Bem no meio do rio Sena tem uma ilha chamada Ile de la Cité, onde se encontra a catedral de Notre-Dame. Foi lá que Paris começou a existir, no século III AC, ocupada pelos parisii, gauleses de origem celta. Eles deram à cidade o nome de Lutèce. Povo pacato, evoluiu nas artes e no comércio até 52 AC, quando a cidade foi conquistada pelos romanos. Roma não destruiu a cultura gaulesa, mas impôs, suavemente, a "romanização" da Gália (França), e de Lutèce, dando origem ao que hoje é conhecida como a civilização galo-romana, que florescerá até 406-407, quando começam as invasões bárbaras.
Num passeio que me custou 4 horas de caminhada, visitei as entranhas da cidade-luz. Eis o resumo:

Cripta arqueológica de Notre-Dame. Os vestígios da passagem dos romanos por Paris foram descobertos em 1965, durante as escavações para a construção de um estacionamento subterrâneo. Como este sítio arquelógico se encontra bem embaixo do pátio da catedral de Notre-Dame, a prefeitura resolveu construir uma cripta subterrânea. Modelo único no mundo, a cripta abriga, num espaço de 117m de comprimento por 24m de largura, in situ, os restos mais bem conservados da arquitetura galo-romana.

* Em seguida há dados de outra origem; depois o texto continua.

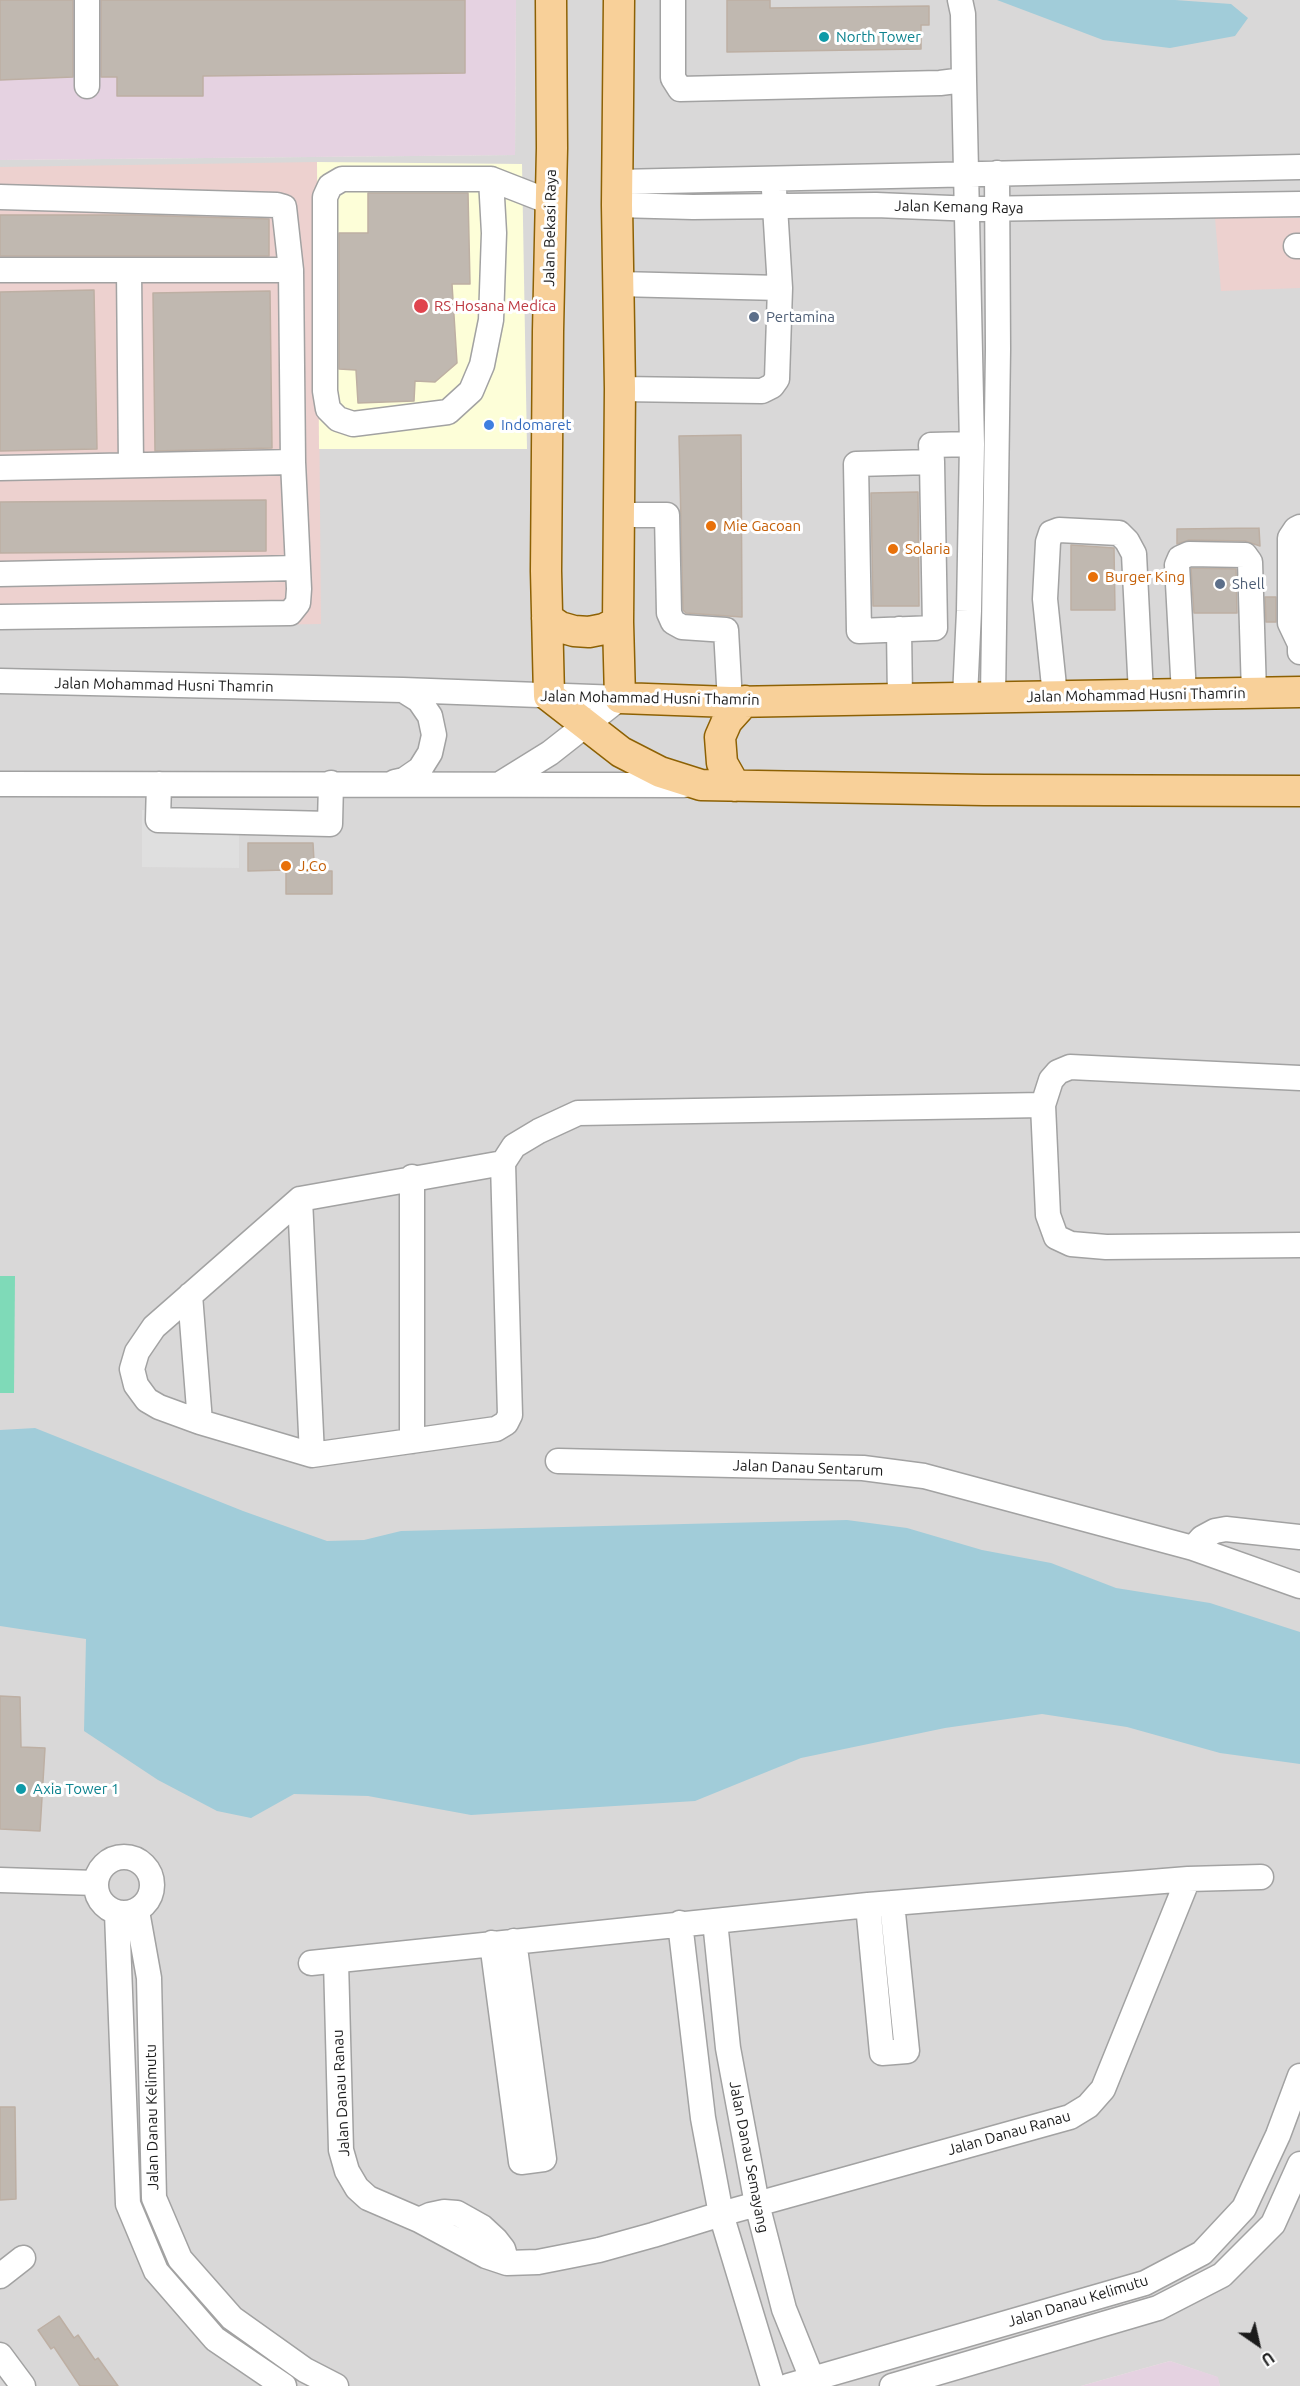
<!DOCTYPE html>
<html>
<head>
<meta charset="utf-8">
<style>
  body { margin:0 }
  #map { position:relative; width:1300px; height:2386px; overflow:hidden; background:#ece8e0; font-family:Ubuntu,sans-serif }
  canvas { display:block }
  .north { position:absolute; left:1228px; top:2314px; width:60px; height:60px; -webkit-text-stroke:4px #fff; paint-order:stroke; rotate:146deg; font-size:16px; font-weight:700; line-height:24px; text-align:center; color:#1b1b1b }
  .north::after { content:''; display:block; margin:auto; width:21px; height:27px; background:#1b1b1b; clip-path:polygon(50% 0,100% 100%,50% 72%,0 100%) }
</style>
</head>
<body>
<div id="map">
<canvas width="1300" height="2386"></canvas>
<div class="north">U</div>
</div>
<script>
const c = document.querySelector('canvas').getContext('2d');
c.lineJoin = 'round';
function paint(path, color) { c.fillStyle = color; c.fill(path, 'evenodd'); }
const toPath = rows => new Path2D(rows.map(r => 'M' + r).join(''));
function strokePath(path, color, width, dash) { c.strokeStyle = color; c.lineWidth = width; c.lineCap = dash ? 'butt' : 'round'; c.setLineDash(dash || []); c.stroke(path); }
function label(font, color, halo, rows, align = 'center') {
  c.font = font + ' Ubuntu,sans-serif'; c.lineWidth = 6; c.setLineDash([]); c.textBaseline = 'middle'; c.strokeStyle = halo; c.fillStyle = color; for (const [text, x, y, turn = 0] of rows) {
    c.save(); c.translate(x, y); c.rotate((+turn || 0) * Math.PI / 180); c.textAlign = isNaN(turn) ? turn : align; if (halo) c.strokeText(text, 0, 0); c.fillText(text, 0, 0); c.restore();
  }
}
const residential = toPath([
  [516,0,1300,0,1300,2386,1220,2386,1217,2377,1170,2361,1081,2386,0,2386,0,160,515,155]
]);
const commercial = toPath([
  [317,162,321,624,0,629,0,167],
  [1215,218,1300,218,1300,288,1221,291]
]);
const industrial = toPath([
  [0,0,516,0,515,155,0,160],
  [1170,2361,1218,2377,1220,2386,1081,2386]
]);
const education = toPath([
  [317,162,522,164,527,449,319,449]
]);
const pitch = toPath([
  [0,1276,15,1276,14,1393,0,1393]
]);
const parking = toPath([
  [142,810,239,811,239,868,142,867]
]);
const water = toPath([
  [997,0,1175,0,1231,4,1248,18,1235,36,1170,48,1103,40],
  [35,1428,243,1511,327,1541,364,1540,401,1531,847,1520,907,1528,982,1550,1051,1563,1116,1588,1210,1603,1300,1632,1300,1764,1220,1753,1127,1727,1042,1714,945,1728,801,1758,695,1801,471,1815,368,1796,294,1794,251,1818,217,1811,158,1780,84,1731,86,1639,0,1626,0,1430]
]);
const building = toPath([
  [0,0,73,0,73,77,0,80,0,0],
  [101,0,465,0,465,73,203,76,203,96,117,96,117,77,101,77,101,0],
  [727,0,770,0,770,8,929,6,929,25,921,25,921,49,727,52,727,0],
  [368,193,468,193,470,284,452,284,457,363,435,382,415,381,414,401,358,403,356,370,339,369,339,233,368,233,368,193],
  [0,215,133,215,269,219,269,256,0,256,0,215],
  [94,290,97,449,0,451,0,292,94,290],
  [270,291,272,448,155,451,153,293,270,291],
  [741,435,742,617,686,613,683,610,679,436,741,435],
  [918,492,919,606,873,606,871,493,918,492],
  [266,500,266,551,0,553,0,502,266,500],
  [1259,528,1260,546,1245,541,1189,540,1177,544,1177,529,1259,528],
  [1071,545,1114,548,1115,610,1071,610,1071,545],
  [1191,568,1236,569,1237,613,1194,613,1191,568],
  [1265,597,1276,597,1276,622,1266,622,1265,597],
  [248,843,313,843,314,861,325,861,325,871,332,871,332,894,286,894,286,870,248,871,248,843],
  [0,1696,20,1697,21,1747,45,1748,40,1831,0,1829,0,1696],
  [0,2107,15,2107,16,2199,0,2200,0,2107],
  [59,2316,74,2338,78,2335,95,2360,98,2358,118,2386,80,2386,54,2347,51,2349,38,2330,59,2316]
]);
const minor = toPath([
  [673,0,673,78,680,89,940,83,964,80,972,444,969,611,965,697],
  [960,0,963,14,964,80],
  [87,86,87,0],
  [491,179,494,233,491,320,482,365,471,391,448,412,353,424,338,419,328,409,325,391,325,197,330,186,342,179,491,179,550,202],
  [618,182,1300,167],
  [0,197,277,205,284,207,291,270,293,462,299,589,298,603,290,613,0,617],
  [617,205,693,207,876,205,975,209,1300,204],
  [1296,246,1300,246],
  [0,270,291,270],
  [129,271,131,465],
  [618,284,780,288],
  [620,389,762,391,772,386,777,379,780,288,774,190],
  [932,462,935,628,859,631,856,464,932,462],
  [932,462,931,445,972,444],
  [0,468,293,462],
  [618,515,667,515,669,613,673,622,682,627,726,630,730,702],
  [1300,527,1296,529,1290,538,1290,623,1300,644,1300,652],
  [0,574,298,568],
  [899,629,900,699],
  [0,681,403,690,620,698],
  [1184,694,1177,565,1180,558,1189,554,1245,555,1250,562,1254,693],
  [1055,696,1045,599,1048,542,1051,533,1059,530,1119,533,1127,541,1134,554,1141,694],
  [993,697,998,349,997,173],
  [395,782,404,780,420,769,430,753,434,735,430,716,419,700,403,690],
  [0,784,684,785],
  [159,784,158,820,330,824,331,783],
  [500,784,550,753,620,698],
  [1300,1078,1070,1067,1058,1072,1051,1080,1043,1105,1048,1215,1056,1237,1071,1244,1106,1247,1300,1245],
  [503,1163,300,1199,154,1327,137,1352,132,1369,136,1385,147,1400,159,1407,200,1422,312,1455,496,1429,506,1423,510,1415,503,1163,514,1146,539,1131,578,1113,1043,1105],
  [412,1177,412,1441],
  [300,1199,312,1455],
  [190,1295,200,1422],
  [558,1461,863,1468,924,1476,1193,1548,1300,1586],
  [1193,1548,1202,1538,1215,1531,1226,1529,1300,1537],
  '96 1885a28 28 0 1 1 56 0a28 28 0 1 1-56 0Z',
  [0,1880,96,1883],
  [868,1905,882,2053,907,2051,892,1903],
  [137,1911,149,1978,154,2198,180,2259,232,2318,305,2370,336,2386],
  [117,1913,128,2204,156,2271,215,2339,284,2386],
  [715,1921,728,2048,757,2204,784,2309,815,2386],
  [680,1923,703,2118,721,2214,773,2386],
  [492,1943,521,2162,544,2159,514,1941],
  [336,1961,341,2150,347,2171,357,2188,368,2198,419,2220,486,2256,507,2263,538,2262,599,2250,653,2235,721,2214,1070,2117,1088,2106,1103,2089,1188,1879],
  [311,1963,868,1905,1188,1879,1261,1877],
  [419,2220,430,2215,444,2212,457,2213,482,2227,496,2240,503,2249,507,2263],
  [0,2276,23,2258],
  [0,2355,23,2386],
  [788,2386,1145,2283,1202,2253,1244,2208,1278,2135,1300,2076],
  [892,2386,1158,2308,1222,2275,1273,2224,1300,2164]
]);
const major = toPath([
  [551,0,552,148,548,331,546,571,549,696,621,752,660,772,701,785,984,790,1300,791],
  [619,0,617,205,620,389,618,622,620,698,730,702,1300,692],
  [547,618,560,627,574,631,589,632,604,629,618,622],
  [735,786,722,763,720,737,727,721,745,701]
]);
const markers = [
  [824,37,6,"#0f9aa8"],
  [421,306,8,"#e0444e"],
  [754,317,6,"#5c6f8a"],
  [489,425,6,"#3f7fe0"],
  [711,526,6,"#e8710a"],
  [893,549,6,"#e8710a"],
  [1093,577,6,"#e8710a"],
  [1220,584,6,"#5c6f8a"],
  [286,866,6,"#e8710a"],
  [21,1789,6,"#0f9aa8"]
];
const cultureNames = [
  ["North Tower",836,37],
  ["Axia Tower 1",33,1789]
];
const streetNames = [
  ["Jalan Kemang Raya",959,207,1],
  ["Jalan Bekasi Raya",550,228,-89],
  ["Jalan Mohammad Husni Thamrin",164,685,1],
  ["Jalan Mohammad Husni Thamrin",1136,695,-1],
  ["Jalan Mohammad Husni Thamrin",650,698,1],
  ["Jalan Danau Sentarum",808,1468,2],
  ["Jalan Danau Ranau",341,2093,-93],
  ["Jalan Danau Kelimutu",152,2117,-91],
  ["Jalan Danau Ranau",1009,2133,-16],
  ["Jalan Danau Semayang",749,2157,79],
  ["Jalan Danau Kelimutu",1078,2301,-17]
];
const healthNames = [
  ["RS Hosana Medica",434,306]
];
const serviceNames = [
  ["Pertamina",766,317],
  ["Shell",1232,584]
];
const shopNames = [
  ["Indomaret",501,425]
];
const foodNames = [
  ["Mie Gacoan",723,526],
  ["Solaria",905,549],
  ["Burger King",1105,577],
  ["J.Co",298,866]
];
paint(residential, '#d9d8d8');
paint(commercial, '#edd1cf');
paint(industrial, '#e5d2e1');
paint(education, '#fdfed8');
paint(pitch, '#7fdab8');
paint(parking, '#dfdfdf');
paint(water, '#a1ccd9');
paint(building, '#c0b8b0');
strokePath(building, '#bdafa3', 1.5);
strokePath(minor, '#a2a2a2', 27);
strokePath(major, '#8d6104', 33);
strokePath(minor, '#fff', 24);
strokePath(major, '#f8d099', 30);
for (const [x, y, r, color] of markers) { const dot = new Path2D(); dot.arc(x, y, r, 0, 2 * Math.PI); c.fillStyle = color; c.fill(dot); strokePath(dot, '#fff', 2); }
label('15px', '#0d838f', '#fff', cultureNames, 'left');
label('15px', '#1b1b1b', '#fff', streetNames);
label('15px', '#be3a42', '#fff', healthNames, 'left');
label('15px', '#4e5e75', '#fff', serviceNames, 'left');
label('15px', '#366cbe', '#fff', shopNames, 'left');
label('15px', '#c56008', '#fff', foodNames, 'left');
</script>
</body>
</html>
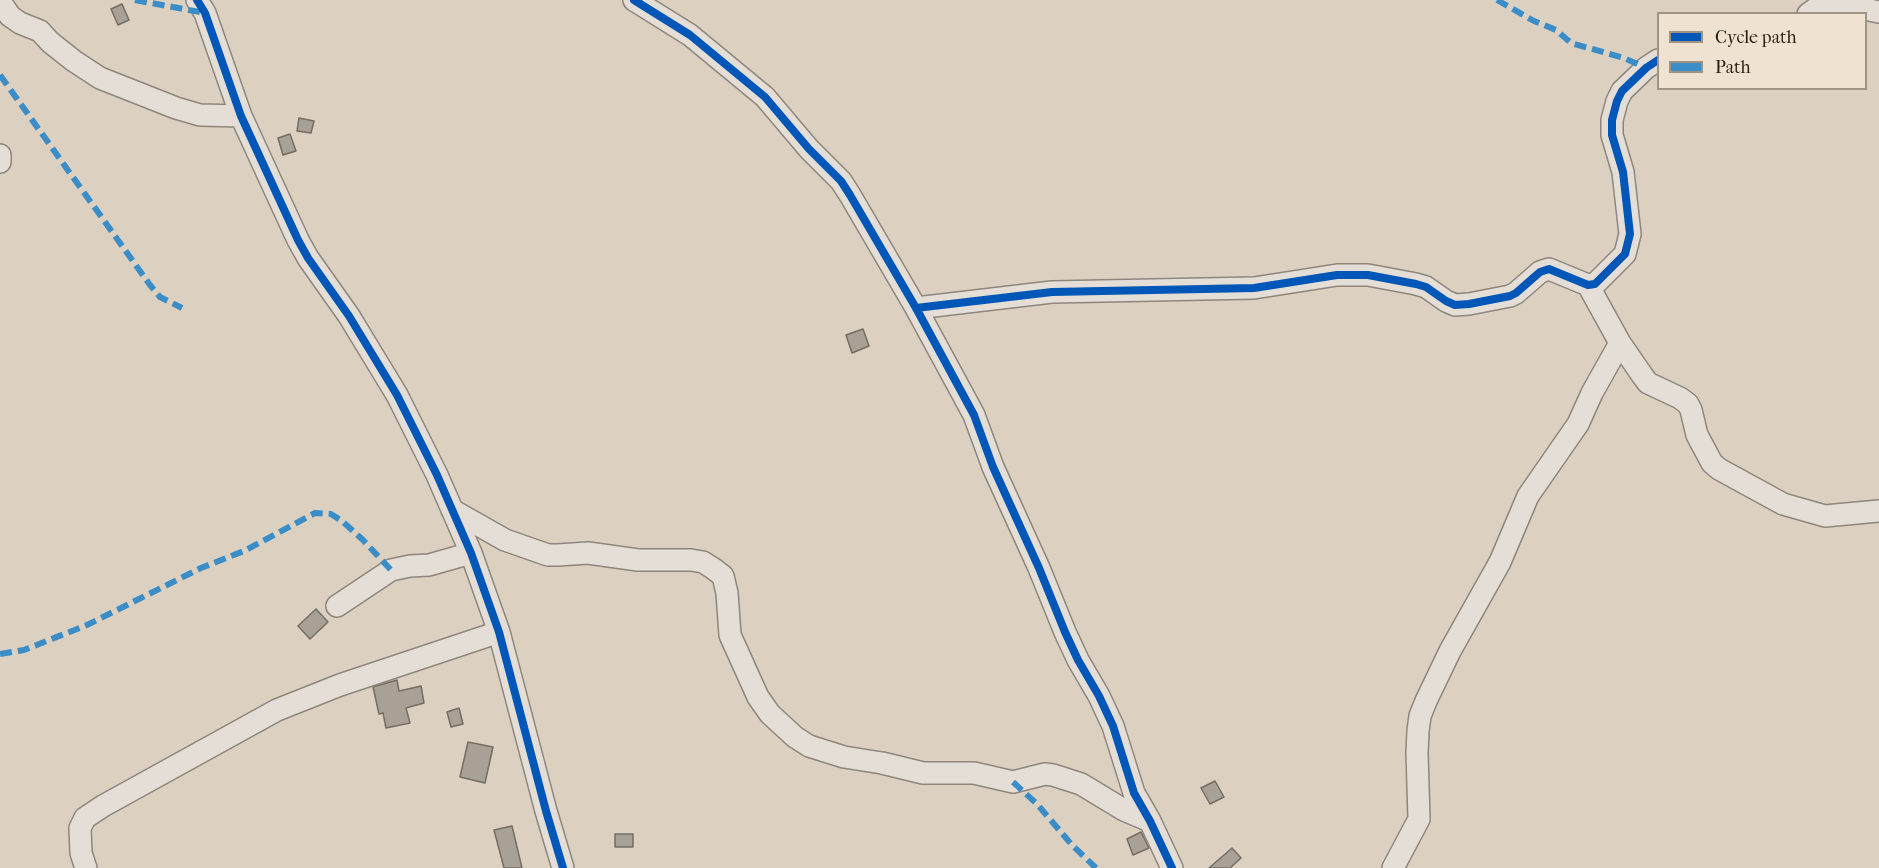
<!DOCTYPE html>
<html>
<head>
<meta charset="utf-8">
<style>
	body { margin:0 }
	#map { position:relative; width:1879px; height:868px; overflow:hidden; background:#dcd1c1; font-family:"IM FELL French Canon",serif }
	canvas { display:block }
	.legend { position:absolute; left:1657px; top:12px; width:210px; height:78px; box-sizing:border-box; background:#efe2d0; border:2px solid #9f9383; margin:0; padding:8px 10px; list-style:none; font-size:18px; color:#281c10 }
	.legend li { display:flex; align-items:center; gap:12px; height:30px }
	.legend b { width:30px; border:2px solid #9f9383 }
</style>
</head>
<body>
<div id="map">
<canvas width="1879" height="868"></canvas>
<ul class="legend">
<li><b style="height:8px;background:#0057b8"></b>Cycle path</li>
<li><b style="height:8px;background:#3a8dc7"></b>Path</li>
</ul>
</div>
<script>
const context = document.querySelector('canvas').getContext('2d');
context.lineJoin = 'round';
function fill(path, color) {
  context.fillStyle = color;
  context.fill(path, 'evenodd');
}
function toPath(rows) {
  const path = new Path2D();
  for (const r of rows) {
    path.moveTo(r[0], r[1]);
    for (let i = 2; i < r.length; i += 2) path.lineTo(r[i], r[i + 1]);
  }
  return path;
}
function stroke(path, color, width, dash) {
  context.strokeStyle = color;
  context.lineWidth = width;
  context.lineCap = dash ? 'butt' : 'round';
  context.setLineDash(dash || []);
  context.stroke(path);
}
const building = toPath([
	[122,4,129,20,118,25,111,9,122,4],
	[299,118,314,121,311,133,297,131,299,118],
	[290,134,296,151,283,155,278,138,290,134],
	[863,329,869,346,852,353,846,335,863,329],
	[316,609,328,622,310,639,298,626,316,609],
	[397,680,399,691,421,686,424,703,406,708,410,723,386,728,383,713,379,714,373,687,397,680],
	[459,708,463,724,451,727,447,712,459,708],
	[468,742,493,747,485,783,460,777,468,742],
	[1215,781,1224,797,1210,804,1201,788,1215,781],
	[512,826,522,868,504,868,494,830,512,826],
	[1141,832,1149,848,1133,855,1127,839,1141,832],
	[615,834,633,834,633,847,615,847,615,834],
	[1232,848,1241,858,1230,868,1209,868,1232,848]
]);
fill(building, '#a9a196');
stroke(building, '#756d64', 1.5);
const minor = toPath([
	[197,0,205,13,241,116,298,240,308,258,349,316,397,395,437,475,471,553,499,632,546,811,563,868],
	[634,0,690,35,765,97,809,149,841,181,850,195,916,308,974,415,993,467,1039,568,1065,632,1078,660,1099,696,1113,726,1134,793,1150,821,1172,868],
	[0,1,10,16,20,23,40,31,50,42,74,61,100,78,176,108,200,115,241,116],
	[1808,14,1818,7,1826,5,1854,7,1879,12],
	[0,155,0,162],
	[1588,285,1620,343,1642,375,1648,383,1680,398,1688,404,1691,410,1697,435,1712,463,1719,469,1783,504,1825,516,1879,511],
	[916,308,1052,292,1254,288,1337,275,1368,275,1416,284,1426,287,1446,301,1455,305,1469,304,1510,296,1516,293,1540,272,1549,269,1588,285,1595,284,1625,254,1630,234,1623,172,1612,135,1612,120,1617,101,1622,91,1646,68,1658,60],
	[452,510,505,540,548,555,558,555,588,553,638,560,691,560,703,562,714,569,723,576,727,593,730,635,758,697,770,714,795,737,809,746,844,757,882,763,923,773,974,773,1013,782,1045,774,1053,775,1081,784,1124,810,1150,821],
	[337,606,391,570,410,566,429,565,471,553],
	[86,868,81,853,80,828,85,818,103,806,277,710,340,685,499,632],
	[1393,868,1419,819,1417,753,1418,731,1420,716,1426,701,1450,651,1500,562,1528,496,1578,424,1592,393,1620,343]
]);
stroke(minor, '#8e867c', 24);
stroke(minor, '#e4ded6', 21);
stroke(toPath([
	[135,0,205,13],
	[1497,0,1534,21,1556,30,1571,43,1624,58,1646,68],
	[0,75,150,285,160,297,182,308],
	[0,654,24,650,87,625,201,568,244,551,315,513,331,514,342,521,363,540,391,570],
	[1013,782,1037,804,1072,845,1096,868]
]), '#3a8dc7', 6, [12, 6]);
stroke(toPath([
	[197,0,205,13,241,116,298,240,308,258,349,316,397,395,437,475,471,553,499,632,546,811,563,868],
	[634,0,690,35,765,97,809,149,841,181,850,195,916,308,974,415,993,467,1039,568,1065,632,1078,660,1099,696,1113,726,1134,793,1150,821,1172,868],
	[916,308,1052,292,1254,288,1337,275,1368,275,1416,284,1426,287,1446,301,1455,305,1469,304,1510,296,1516,293,1540,272,1549,269,1588,285,1595,284,1625,254,1630,234,1623,172,1612,135,1612,120,1617,101,1622,91,1646,68,1658,60]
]), '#0057b8', 8);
</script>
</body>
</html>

Cripta arquelógica de Notre-Dame, bem embaixo da catedral.

Cripta arqueológica de Notre-Dame. Aqui, o que sobrou de uma cave.

Termas do museu de Cluny. Datam dos séculos II e III da era cristã. O vestígio mais bem conservado é o do frigidarium, onde os parisii tomavam o banho inicial, que era frio. Em seguida, passavam para o tepidarium, para o banho de água morna, para terminar no caldarium, a versão romana da sauna. Para finalizar o relaxamento, o visitante se dirigia aos jardins para assistir a um concerto, ou a uma conferência (mens sana in corpore sano).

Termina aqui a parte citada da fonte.